The question arose how this extension was to be financed. It was quite obvious that the local authorities would be called upon to invest considerable sums of the ratepayers money to meet their part of the bargain. In fact, I understand that the cost to the local authority would be something like £60,000. Then, over and above the capital outlay, there would of course be the repairing cost and maintenance. It was perhaps not unnatural, particularly since these are Scottish bodies, that they wanted to know, before they decided to invest this money in this particular institution, what the financial condition of the institution was. I gather that as a matter of fact the financial circumstances of the Infirmary are not too good. There is an annually recurring deficit, and I understand that of the total amount of capital which the Infirmary itself proposes to raise for its part of the extension, a total of £77,000, only some £37,000 has so far been raised, leaving still a further sum of approximately £40,000 to be found.
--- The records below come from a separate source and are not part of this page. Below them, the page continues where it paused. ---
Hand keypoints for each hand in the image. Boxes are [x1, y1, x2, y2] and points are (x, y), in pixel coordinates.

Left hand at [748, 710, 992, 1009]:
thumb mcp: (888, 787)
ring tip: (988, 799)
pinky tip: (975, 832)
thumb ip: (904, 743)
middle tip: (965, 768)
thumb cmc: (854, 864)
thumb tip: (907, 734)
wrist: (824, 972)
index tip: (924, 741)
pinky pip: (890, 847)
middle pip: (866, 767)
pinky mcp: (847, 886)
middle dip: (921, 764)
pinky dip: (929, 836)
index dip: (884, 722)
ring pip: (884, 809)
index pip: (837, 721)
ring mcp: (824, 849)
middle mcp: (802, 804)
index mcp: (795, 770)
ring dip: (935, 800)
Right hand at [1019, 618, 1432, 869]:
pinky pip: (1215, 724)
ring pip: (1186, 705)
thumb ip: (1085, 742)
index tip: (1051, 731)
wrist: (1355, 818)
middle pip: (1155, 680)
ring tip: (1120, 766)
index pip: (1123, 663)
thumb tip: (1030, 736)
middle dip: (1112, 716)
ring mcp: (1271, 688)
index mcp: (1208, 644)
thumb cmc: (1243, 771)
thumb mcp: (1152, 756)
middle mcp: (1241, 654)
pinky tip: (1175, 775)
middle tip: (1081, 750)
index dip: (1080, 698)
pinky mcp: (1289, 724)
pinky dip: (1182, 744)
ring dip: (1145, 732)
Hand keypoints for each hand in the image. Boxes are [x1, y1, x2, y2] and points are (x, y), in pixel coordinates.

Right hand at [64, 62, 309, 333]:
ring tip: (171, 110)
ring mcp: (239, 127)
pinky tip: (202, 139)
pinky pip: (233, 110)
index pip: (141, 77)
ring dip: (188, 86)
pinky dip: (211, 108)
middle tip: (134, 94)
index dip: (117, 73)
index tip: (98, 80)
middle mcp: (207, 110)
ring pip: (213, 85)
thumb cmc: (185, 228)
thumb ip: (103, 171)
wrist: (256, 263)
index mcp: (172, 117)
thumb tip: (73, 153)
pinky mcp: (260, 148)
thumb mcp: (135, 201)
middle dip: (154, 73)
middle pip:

Nevertheless my right honourable friend the Secretary of State for Scotland is of the opinion that it would be to the advantage of all parties if a satisfactory agreement could be reached between the local authorities and the governing body. Although, as the noble Earl himself will no doubt realise, the responsibility is a direct responsibility of the local authorities and not of my right honourable friend, he is prepared to place his services at the disposal of both parties if they think that his good offices will be of use 379 to them. The noble Earl suggested that my right honourable friend should bring pressure to bear upon the local authorities. I do not know whether the noble Earl will regard my offer on my right honourable friend's behalf to place his services at the disposal of the different parties as sufficient to meet the case, but I rather hope that that may be so. At any rate, I shall be very glad to convey to my right honourable friend the very strong feeling which the noble Earl very naturally has upon these questions.
THE EARL OF MANSFIELD
My Lords, I must thank the noble Marquess very much for his reply, which on the whole I regard as quite satisfactory, because I think it is obvious that if the Secretary of State for Scotland is willing to use his good offices, it will be very difficult indeed for any local authority or body connected with the management of the Infirmary to refuse to co-operate with him. In regard to the question of the Infirmary's finances the noble Marquess quite correctly stated that there was an annual deficit, but I would much like to be informed how many infirmaries throughout Great Britain do not have a deficit, and certainly others with which I am acquainted have a much larger one. Also this Infirmary has started a new contributory scheme which is bringing in several thousand pounds a year and so far as my experience goes the finances of this hospital are decidedly better than most of those in this country. The whole position has been that the local authorities have proved themselves unwilling to bring forward any scheme of any kind and that is why it has been necessary for me to bring forward this Motion to-day.
I may say that an immediate result of this Motion appearing on the Order Paper has been that three of the county and town clerks concerned have met and discussed this matter from about 5.30 p.m. until the early hours of the morning, a sign of activity which had not been obvious at any period during negotiations 380 in the past. I think therefore that my bringing forward this Motion has had the desired effect. I thank the noble Marquess very much for his reply—I wish to associate the Secretary of State for Scotland also in my thanks—and I beg leave to withdraw my Motion.
Motion for Papers, by leave, with-withdrawn.